I want to save a very large zarr file (2 dimensional) chunked equally along both dimensions (X, X) occationally containing chunks made of all nans. To reduce the amount of chunks written to disk, I want xarray's to_zarr
method to skip writing this chunk to disk at all.
Here is some code to emulate it:
import numpy as np
import xarray as xr
n = 100 # this could get as large as 400K, leaving it small for simplicity
n_chunk = 50 # chunk size
n_delete = 1 # number of random chunks to change to nans
lat = np.linspace(1, 2, n)
lon = np.linspace(1, 2, n)
data = np.random.random((n, n))
all_c = list()
for i in np.arange(n//n_chunk):
for j in np.arange(n//n_chunk):
all_c.append((i, j))
delete = np.array(all_c)[np.random.choice(np.arange(len(all_c)), n_delete)]

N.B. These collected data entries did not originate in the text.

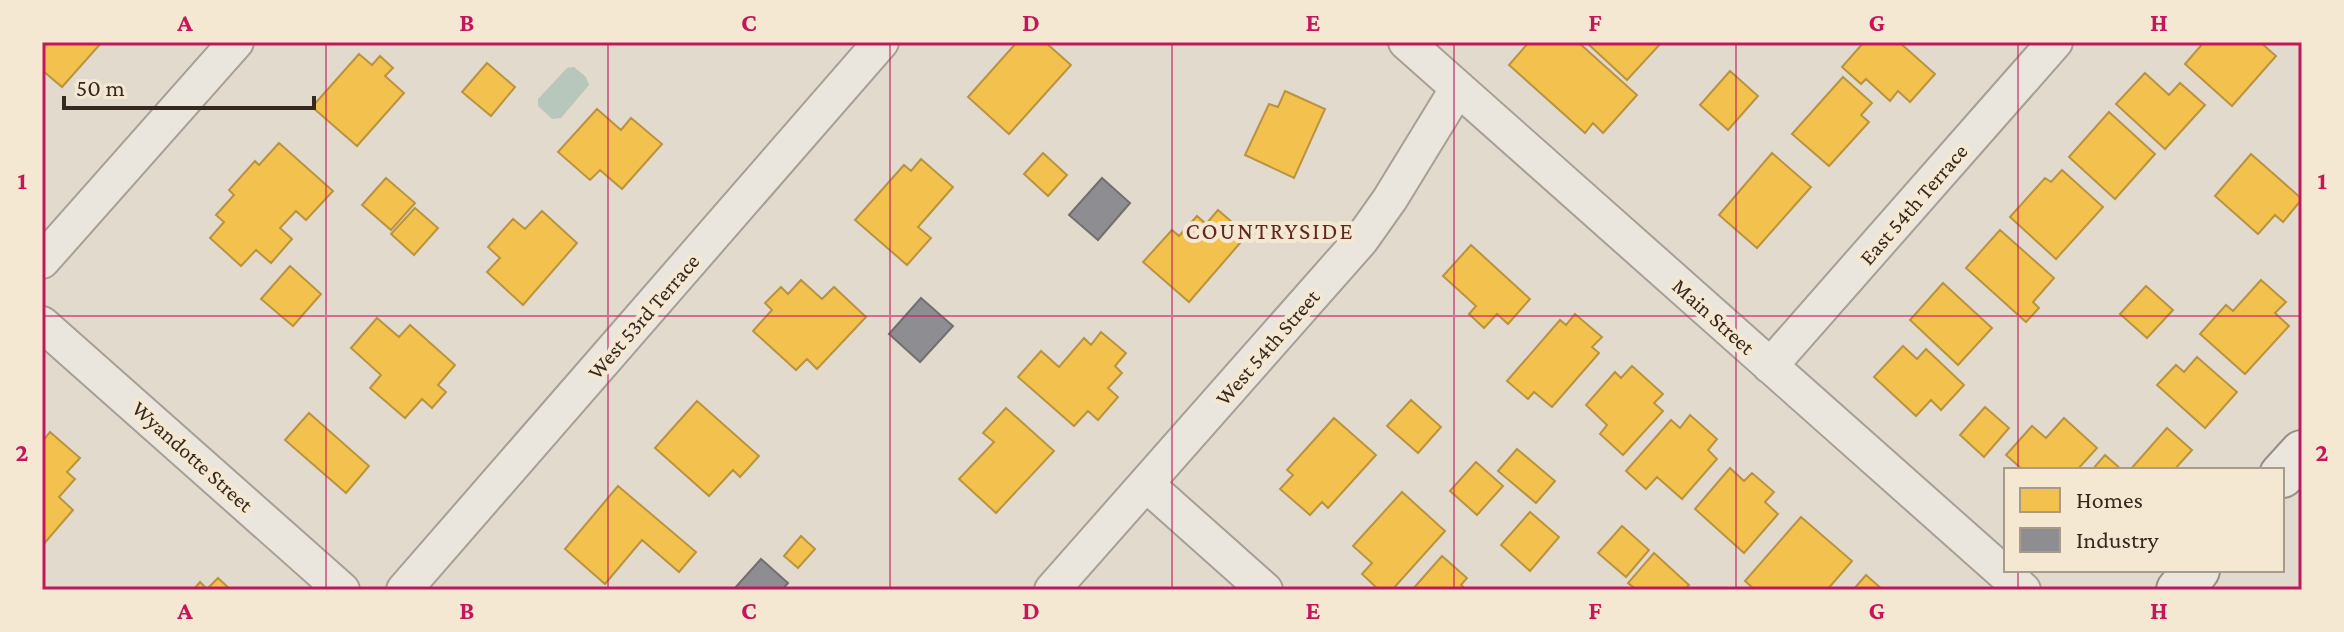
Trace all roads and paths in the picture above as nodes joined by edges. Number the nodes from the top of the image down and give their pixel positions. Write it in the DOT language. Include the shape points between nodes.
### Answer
graph roads {
  1 [pos="236,42"];
  2 [pos="881,42"];
  3 [pos="2055,42"];
  4 [pos="1425,48"];
  5 [pos="1458,88"];
  6 [pos="42,261"];
  7 [pos="42,324"];
  8 [pos="1770,366"];
  9 [pos="2302,453"];
  10 [pos="2284,473"];
  11 [pos="1146,484"];
  12 [pos="2195,572"];
  13 [pos="342,590"];
  14 [pos="404,590"];
  15 [pos="1052,590"];
  16 [pos="1265,590"];
  17 [pos="2023,590"];
  18 [pos="2179,590"];
  1 -- 6 [label="street"];
  2 -- 14 [label="street, West 53rd Terrace"];
  3 -- 8 [label="street, East 54th Terrace"];
  4 -- 5 [label="street, Main Street"];
  5 -- 8 [label="street, Main Street"];
  5 -- 11 [label="street, West 54th Street" via="1361,240"];
  7 -- 13 [label="street, Wyandotte Street"];
  8 -- 17 [label="street, Main Street"];
  9 -- 10 [label="main road"];
  11 -- 15 [label="street, West 54th Street"];
  11 -- 16 [label="street"];
  12 -- 18 [label="main road"];
}
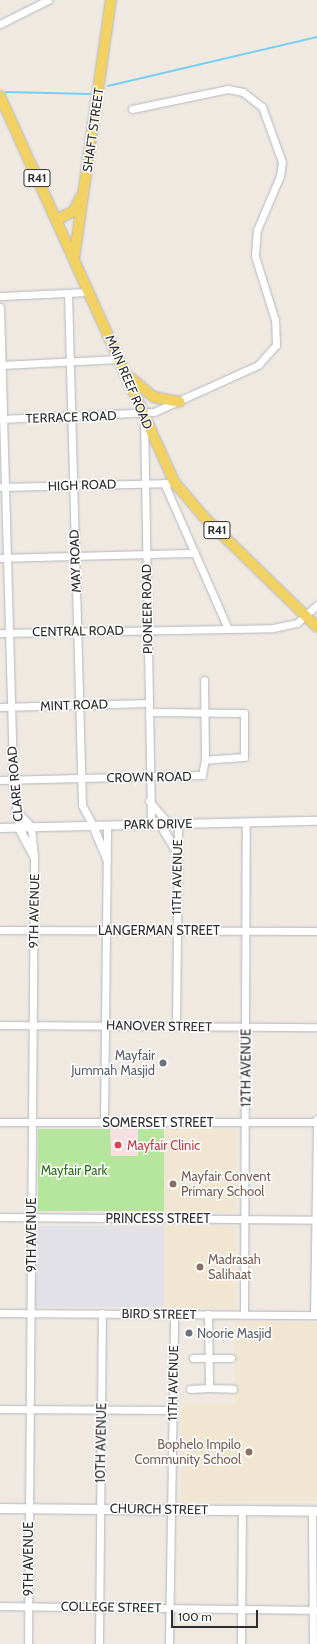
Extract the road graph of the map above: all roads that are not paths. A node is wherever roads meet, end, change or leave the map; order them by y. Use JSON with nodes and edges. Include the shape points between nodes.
{"nodes":[{"id":1,"x":48,"y":0,"type":"edge"},
{"id":2,"x":111,"y":0,"type":"edge"},
{"id":3,"x":0,"y":24,"type":"edge"},
{"id":4,"x":0,"y":96,"type":"edge"},
{"id":5,"x":132,"y":109,"type":"dead end"},
{"id":6,"x":85,"y":181,"type":"junction"},
{"id":7,"x":56,"y":220,"type":"junction"},
{"id":8,"x":74,"y":259,"type":"junction"},
{"id":9,"x":90,"y":292,"type":"junction"},
{"id":10,"x":68,"y":294,"type":"junction"},
{"id":11,"x":0,"y":296,"type":"edge"},
{"id":12,"x":0,"y":308,"type":"edge"},
{"id":13,"x":120,"y":359,"type":"junction"},
{"id":14,"x":69,"y":363,"type":"junction"},
{"id":15,"x":1,"y":365,"type":"edge"},
{"id":16,"x":126,"y":372,"type":"junction"},
{"id":17,"x":180,"y":402,"type":"junction"},
{"id":18,"x":143,"y":415,"type":"junction"},
{"id":19,"x":71,"y":416,"type":"junction"},
{"id":20,"x":2,"y":419,"type":"edge"},
{"id":21,"x":143,"y":483,"type":"junction"},
{"id":22,"x":164,"y":483,"type":"junction"},
{"id":23,"x":175,"y":483,"type":"junction"},
{"id":24,"x":72,"y":486,"type":"junction"},
{"id":25,"x":3,"y":487,"type":"edge"},
{"id":26,"x":195,"y":553,"type":"junction"},
{"id":27,"x":146,"y":555,"type":"junction"},
{"id":28,"x":75,"y":556,"type":"junction"},
{"id":29,"x":3,"y":558,"type":"edge"},
{"id":30,"x":317,"y":606,"type":"edge"},
{"id":31,"x":306,"y":616,"type":"junction"},
{"id":32,"x":317,"y":627,"type":"edge"},
{"id":33,"x":228,"y":629,"type":"junction"},
{"id":34,"x":147,"y":630,"type":"junction"},
{"id":35,"x":77,"y":631,"type":"junction"},
{"id":36,"x":8,"y":632,"type":"junction"},
{"id":37,"x":0,"y":633,"type":"edge"},
{"id":38,"x":204,"y":680,"type":"dead end"},
{"id":39,"x":149,"y":703,"type":"junction"},
{"id":40,"x":79,"y":704,"type":"junction"},
{"id":41,"x":0,"y":706,"type":"edge"},
{"id":42,"x":10,"y":706,"type":"junction"},
{"id":43,"x":149,"y":712,"type":"junction"},
{"id":44,"x":204,"y":712,"type":"junction"},
{"id":45,"x":205,"y":760,"type":"junction"},
{"id":46,"x":150,"y":778,"type":"junction"},
{"id":47,"x":81,"y":779,"type":"junction"},
{"id":48,"x":0,"y":780,"type":"edge"},
{"id":49,"x":13,"y":781,"type":"junction"},
{"id":50,"x":149,"y":801,"type":"junction"},
{"id":51,"x":16,"y":811,"type":"junction"},
{"id":52,"x":317,"y":821,"type":"edge"},
{"id":53,"x":246,"y":822,"type":"junction"},
{"id":54,"x":151,"y":824,"type":"junction"},
{"id":55,"x":160,"y":824,"type":"junction"},
{"id":56,"x":173,"y":824,"type":"junction"},
{"id":57,"x":107,"y":825,"type":"junction"},
{"id":58,"x":93,"y":826,"type":"junction"},
{"id":59,"x":31,"y":827,"type":"junction"},
{"id":60,"x":0,"y":828,"type":"edge"},
{"id":61,"x":19,"y":828,"type":"junction"},
{"id":62,"x":177,"y":852,"type":"junction"},
{"id":63,"x":34,"y":856,"type":"junction"},
{"id":64,"x":107,"y":859,"type":"junction"},
{"id":65,"x":176,"y":929,"type":"junction"},
{"id":66,"x":0,"y":930,"type":"edge"},
{"id":67,"x":33,"y":930,"type":"junction"},
{"id":68,"x":105,"y":930,"type":"junction"},
{"id":69,"x":246,"y":931,"type":"junction"},
{"id":70,"x":317,"y":931,"type":"edge"},
{"id":71,"x":0,"y":1025,"type":"edge"},
{"id":72,"x":34,"y":1025,"type":"junction"},
{"id":73,"x":105,"y":1025,"type":"junction"},
{"id":74,"x":176,"y":1026,"type":"junction"},
{"id":75,"x":317,"y":1026,"type":"edge"},
{"id":76,"x":246,"y":1027,"type":"junction"},
{"id":77,"x":317,"y":1119,"type":"edge"},
{"id":78,"x":0,"y":1122,"type":"edge"},
{"id":79,"x":32,"y":1122,"type":"junction"},
{"id":80,"x":104,"y":1122,"type":"junction"},
{"id":81,"x":246,"y":1122,"type":"junction"},
{"id":82,"x":317,"y":1122,"type":"edge"},
{"id":83,"x":0,"y":1217,"type":"edge"},
{"id":84,"x":31,"y":1217,"type":"junction"},
{"id":85,"x":245,"y":1219,"type":"junction"},
{"id":86,"x":317,"y":1220,"type":"edge"},
{"id":87,"x":0,"y":1312,"type":"edge"},
{"id":88,"x":31,"y":1313,"type":"junction"},
{"id":89,"x":102,"y":1313,"type":"junction"},
{"id":90,"x":174,"y":1314,"type":"junction"},
{"id":91,"x":208,"y":1314,"type":"junction"},
{"id":92,"x":244,"y":1315,"type":"junction"},
{"id":93,"x":316,"y":1315,"type":"edge"},
{"id":94,"x":193,"y":1358,"type":"dead end"},
{"id":95,"x":209,"y":1358,"type":"junction"},
{"id":96,"x":231,"y":1358,"type":"dead end"},
{"id":97,"x":209,"y":1388,"type":"junction"},
{"id":98,"x":190,"y":1389,"type":"dead end"},
{"id":99,"x":233,"y":1389,"type":"dead end"},
{"id":100,"x":0,"y":1409,"type":"edge"},
{"id":101,"x":30,"y":1409,"type":"junction"},
{"id":102,"x":172,"y":1410,"type":"junction"},
{"id":103,"x":101,"y":1411,"type":"junction"},
{"id":104,"x":0,"y":1508,"type":"edge"},
{"id":105,"x":28,"y":1508,"type":"junction"},
{"id":106,"x":100,"y":1509,"type":"junction"},
{"id":107,"x":171,"y":1509,"type":"junction"},
{"id":108,"x":242,"y":1510,"type":"junction"},
{"id":109,"x":315,"y":1511,"type":"edge"},
{"id":110,"x":0,"y":1606,"type":"edge"},
{"id":111,"x":28,"y":1606,"type":"junction"},
{"id":112,"x":99,"y":1607,"type":"junction"},
{"id":113,"x":170,"y":1608,"type":"junction"},
{"id":114,"x":242,"y":1609,"type":"junction"},
{"id":115,"x":315,"y":1610,"type":"edge"},
{"id":116,"x":28,"y":1644,"type":"edge"},
{"id":117,"x":99,"y":1644,"type":"edge"},
{"id":118,"x":169,"y":1644,"type":"edge"},
{"id":119,"x":241,"y":1644,"type":"edge"},
{"id":120,"x":313,"y":1644,"type":"edge"}],
"edges":[{"from":1,"to":3,"type":"street"},
{"from":2,"to":6,"type":"main road","name":"SHAFT STREET"},
{"from":4,"to":7,"type":"main road","name":"MAIN REEF ROAD","number":"R41"},
{"from":5,"to":17,"type":"street","name":"TERRACE ROAD","via":[[215,91],[243,92],[262,106],[282,162],[280,176],[257,230],[255,256],[275,320],[276,345],[258,365]]},
{"from":6,"to":7,"type":"main road","via":[[77,208]]},
{"from":6,"to":8,"type":"main road","name":"SHAFT STREET"},
{"from":7,"to":8,"type":"main road","name":"MAIN REEF ROAD","number":"R41"},
{"from":8,"to":9,"type":"main road","name":"MAIN REEF ROAD","number":"R41"},
{"from":9,"to":10,"type":"street"},
{"from":9,"to":13,"type":"main road","name":"MAIN REEF ROAD","number":"R41"},
{"from":10,"to":11,"type":"street"},
{"from":10,"to":14,"type":"street","name":"MAY ROAD"},
{"from":12,"to":15,"type":"street","name":"CLARE ROAD"},
{"from":13,"to":14,"type":"street"},
{"from":13,"to":16,"type":"main road","name":"MAIN REEF ROAD","number":"R41"},
{"from":14,"to":15,"type":"street"},
{"from":14,"to":19,"type":"street","name":"MAY ROAD"},
{"from":15,"to":20,"type":"street","name":"CLARE ROAD"},
{"from":16,"to":17,"type":"main road","via":[[154,397]]},
{"from":16,"to":18,"type":"main road","name":"MAIN REEF ROAD","number":"R41"},
{"from":17,"to":18,"type":"street","name":"TERRACE ROAD"},
{"from":18,"to":19,"type":"street","name":"TERRACE ROAD"},
{"from":18,"to":21,"type":"street","name":"PIONEER ROAD"},
{"from":18,"to":23,"type":"main road","name":"MAIN REEF ROAD","number":"R41"},
{"from":19,"to":20,"type":"street","name":"TERRACE ROAD"},
{"from":19,"to":24,"type":"street","name":"MAY ROAD"},
{"from":20,"to":25,"type":"street","name":"CLARE ROAD"},
{"from":21,"to":22,"type":"street","name":"HIGH ROAD"},
{"from":21,"to":24,"type":"street","name":"HIGH ROAD"},
{"from":21,"to":27,"type":"street","name":"PIONEER ROAD"},
{"from":22,"to":23,"type":"street","name":"HIGH ROAD"},
{"from":22,"to":26,"type":"street"},
{"from":23,"to":31,"type":"main road","name":"MAIN REEF ROAD","number":"R41","via":[[204,518]]},
{"from":24,"to":25,"type":"street","name":"HIGH ROAD"},
{"from":24,"to":28,"type":"street","name":"MAY ROAD"},
{"from":25,"to":29,"type":"street","name":"CLARE ROAD"},
{"from":26,"to":27,"type":"street"},
{"from":26,"to":33,"type":"street"},
{"from":27,"to":28,"type":"street"},
{"from":27,"to":34,"type":"street","name":"PIONEER ROAD"},
{"from":28,"to":29,"type":"street"},
{"from":28,"to":35,"type":"street","name":"MAY ROAD"},
{"from":29,"to":36,"type":"street","name":"CLARE ROAD"},
{"from":30,"to":31,"type":"street","name":"CENTRAL ROAD"},
{"from":31,"to":32,"type":"main road","name":"MAIN REEF ROAD","number":"R41"},
{"from":31,"to":33,"type":"street","name":"CENTRAL ROAD","via":[[284,627]]},
{"from":33,"to":34,"type":"street","name":"CENTRAL ROAD"},
{"from":34,"to":35,"type":"street","name":"CENTRAL ROAD"},
{"from":34,"to":39,"type":"street","name":"PIONEER ROAD"},
{"from":35,"to":36,"type":"street","name":"CENTRAL ROAD"},
{"from":35,"to":40,"type":"street","name":"MAY ROAD"},
{"from":36,"to":37,"type":"street","name":"CENTRAL ROAD"},
{"from":36,"to":42,"type":"street","name":"CLARE ROAD"},
{"from":38,"to":44,"type":"street","name":"CROWN ROAD"},
{"from":39,"to":40,"type":"street","name":"MINT ROAD"},
{"from":39,"to":43,"type":"street","name":"PIONEER ROAD"},
{"from":40,"to":42,"type":"street","name":"MINT ROAD"},
{"from":40,"to":47,"type":"street","name":"MAY ROAD"},
{"from":41,"to":42,"type":"street","name":"MINT ROAD"},
{"from":42,"to":49,"type":"street","name":"CLARE ROAD"},
{"from":43,"to":44,"type":"street"},
{"from":43,"to":46,"type":"street","name":"PIONEER ROAD"},
{"from":44,"to":45,"type":"street","name":"CROWN ROAD"},
{"from":44,"to":45,"type":"street","via":[[244,713],[246,738],[244,757]]},
{"from":45,"to":46,"type":"street","name":"CROWN ROAD","via":[[200,776]]},
{"from":46,"to":47,"type":"street","name":"CROWN ROAD"},
{"from":46,"to":50,"type":"street","name":"PIONEER ROAD"},
{"from":47,"to":49,"type":"street","name":"CROWN ROAD"},
{"from":47,"to":58,"type":"street","name":"MAY ROAD","via":[[83,809]]},
{"from":48,"to":49,"type":"street","name":"CROWN ROAD"},
{"from":49,"to":51,"type":"street","name":"CLARE ROAD"},
{"from":50,"to":54,"type":"street","name":"PIONEER ROAD"},
{"from":50,"to":56,"type":"street"},
{"from":51,"to":59,"type":"street"},
{"from":51,"to":61,"type":"street","name":"CLARE ROAD"},
{"from":52,"to":53,"type":"street","name":"PARK DRIVE"},
{"from":53,"to":56,"type":"street","name":"PARK DRIVE"},
{"from":53,"to":69,"type":"street","name":"12TH AVENUE"},
{"from":54,"to":55,"type":"street","name":"PARK DRIVE"},
{"from":54,"to":57,"type":"street","name":"PARK DRIVE"},
{"from":55,"to":56,"type":"street","name":"PARK DRIVE"},
{"from":55,"to":62,"type":"street"},
{"from":56,"to":62,"type":"street","name":"11TH AVENUE"},
{"from":57,"to":58,"type":"street","name":"PARK DRIVE"},
{"from":57,"to":64,"type":"street"},
{"from":58,"to":59,"type":"street","name":"PARK DRIVE"},
{"from":58,"to":64,"type":"street"},
{"from":59,"to":61,"type":"street","name":"PARK DRIVE"},
{"from":59,"to":63,"type":"street","name":"9TH AVENUE"},
{"from":60,"to":61,"type":"street","name":"PARK DRIVE"},
{"from":61,"to":63,"type":"street"},
{"from":62,"to":65,"type":"street","name":"11TH AVENUE"},
{"from":63,"to":67,"type":"street","name":"9TH AVENUE"},
{"from":64,"to":68,"type":"street"},
{"from":65,"to":68,"type":"street","name":"LANGERMAN STREET"},
{"from":65,"to":69,"type":"street","name":"LANGERMAN STREET"},
{"from":65,"to":74,"type":"street","name":"11TH AVENUE"},
{"from":66,"to":67,"type":"street","name":"LANGERMAN STREET"},
{"from":67,"to":68,"type":"street","name":"LANGERMAN STREET"},
{"from":67,"to":72,"type":"street","name":"9TH AVENUE"},
{"from":68,"to":73,"type":"street"},
{"from":69,"to":70,"type":"street","name":"LANGERMAN STREET"},
{"from":69,"to":76,"type":"street","name":"12TH AVENUE"},
{"from":71,"to":72,"type":"street","name":"HANOVER STREET"},
{"from":72,"to":73,"type":"street","name":"HANOVER STREET"},
{"from":72,"to":79,"type":"street","name":"9TH AVENUE"},
{"from":73,"to":74,"type":"street","name":"HANOVER STREET"},
{"from":73,"to":80,"type":"street"},
{"from":74,"to":76,"type":"street","name":"HANOVER STREET"},
{"from":75,"to":76,"type":"street","name":"HANOVER STREET"},
{"from":76,"to":81,"type":"street","name":"12TH AVENUE"},
{"from":77,"to":82,"type":"street"},
{"from":78,"to":79,"type":"street","name":"SOMERSET STREET"},
{"from":79,"to":80,"type":"street","name":"SOMERSET STREET"},
{"from":79,"to":84,"type":"street","name":"9TH AVENUE"},
{"from":80,"to":81,"type":"street","name":"SOMERSET STREET"},
{"from":81,"to":82,"type":"street","name":"SOMERSET STREET"},
{"from":81,"to":85,"type":"street","name":"12TH AVENUE"},
{"from":82,"to":86,"type":"street"},
{"from":83,"to":84,"type":"street","name":"PRINCESS STREET"},
{"from":84,"to":85,"type":"street","name":"PRINCESS STREET"},
{"from":84,"to":88,"type":"street","name":"9TH AVENUE"},
{"from":85,"to":86,"type":"street","name":"PRINCESS STREET"},
{"from":85,"to":92,"type":"street","name":"12TH AVENUE"},
{"from":86,"to":93,"type":"street"},
{"from":87,"to":88,"type":"street","name":"BIRD STREET"},
{"from":88,"to":89,"type":"street","name":"BIRD STREET"},
{"from":88,"to":101,"type":"street","name":"9TH AVENUE"},
{"from":89,"to":90,"type":"street","name":"BIRD STREET"},
{"from":89,"to":103,"type":"street","name":"10TH AVENUE"},
{"from":90,"to":91,"type":"street","name":"BIRD STREET"},
{"from":90,"to":102,"type":"street","name":"11TH AVENUE"},
{"from":91,"to":92,"type":"street","name":"BIRD STREET"},
{"from":91,"to":95,"type":"street"},
{"from":92,"to":93,"type":"street","name":"BIRD STREET"},
{"from":94,"to":95,"type":"street"},
{"from":95,"to":96,"type":"street"},
{"from":95,"to":97,"type":"street"},
{"from":97,"to":98,"type":"street"},
{"from":97,"to":99,"type":"street"},
{"from":100,"to":101,"type":"street"},
{"from":101,"to":103,"type":"street"},
{"from":101,"to":105,"type":"street","name":"9TH AVENUE"},
{"from":102,"to":103,"type":"street"},
{"from":102,"to":107,"type":"street","name":"11TH AVENUE"},
{"from":103,"to":106,"type":"street","name":"10TH AVENUE"},
{"from":104,"to":105,"type":"main road","name":"CHURCH STREET"},
{"from":105,"to":106,"type":"main road","name":"CHURCH STREET"},
{"from":105,"to":111,"type":"street","name":"9TH AVENUE"},
{"from":106,"to":107,"type":"main road","name":"CHURCH STREET"},
{"from":106,"to":112,"type":"street","name":"10TH AVENUE"},
{"from":107,"to":108,"type":"main road","name":"CHURCH STREET"},
{"from":107,"to":113,"type":"street","name":"11TH AVENUE"},
{"from":108,"to":109,"type":"main road","name":"CHURCH STREET"},
{"from":108,"to":114,"type":"street"},
{"from":109,"to":115,"type":"street"},
{"from":110,"to":111,"type":"street","name":"COLLEGE STREET"},
{"from":111,"to":112,"type":"street","name":"COLLEGE STREET"},
{"from":111,"to":116,"type":"street","name":"9TH AVENUE"},
{"from":112,"to":113,"type":"street","name":"COLLEGE STREET"},
{"from":112,"to":117,"type":"street","name":"10TH AVENUE"},
{"from":113,"to":114,"type":"street","name":"COLLEGE STREET"},
{"from":113,"to":118,"type":"street","name":"11TH AVENUE"},
{"from":114,"to":115,"type":"street","name":"COLLEGE STREET"},
{"from":114,"to":119,"type":"street"},
{"from":115,"to":120,"type":"street"}]}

print(np.unique(delete, axis=1).shape)
for i, j in delete:
j = j if j - 1 > 0 else 1
i = i if i - 1 > 0 else 1
data[(i - 1) * n_chunk:i * n_chunk, (j - 1) * n_chunk:j * n_chunk] = np.nan
xarr = xr.DataArray(data=data, name="test", dims=["lat", "lon"], coords=dict(lat=lat, lon=lon))
xarr = xarr.chunk((n_chunk, n_chunk))
xarr.to_dataset().to_zarr(r"C:/experiment.zarr", mode="w", encoding={"test": {"_FillValue": None}})
This would write all the chunks (in above case 4 chunks) to the disk (all nans is still a valid float). How can I stop it from writing the all nans chunk?
Xarray can utilize Zarr's write_empty_chunks
option. You can add this to your variable encoding:
ds.to_zarr(..., encoding={"test": {..., 'write_empty_chunks': False}})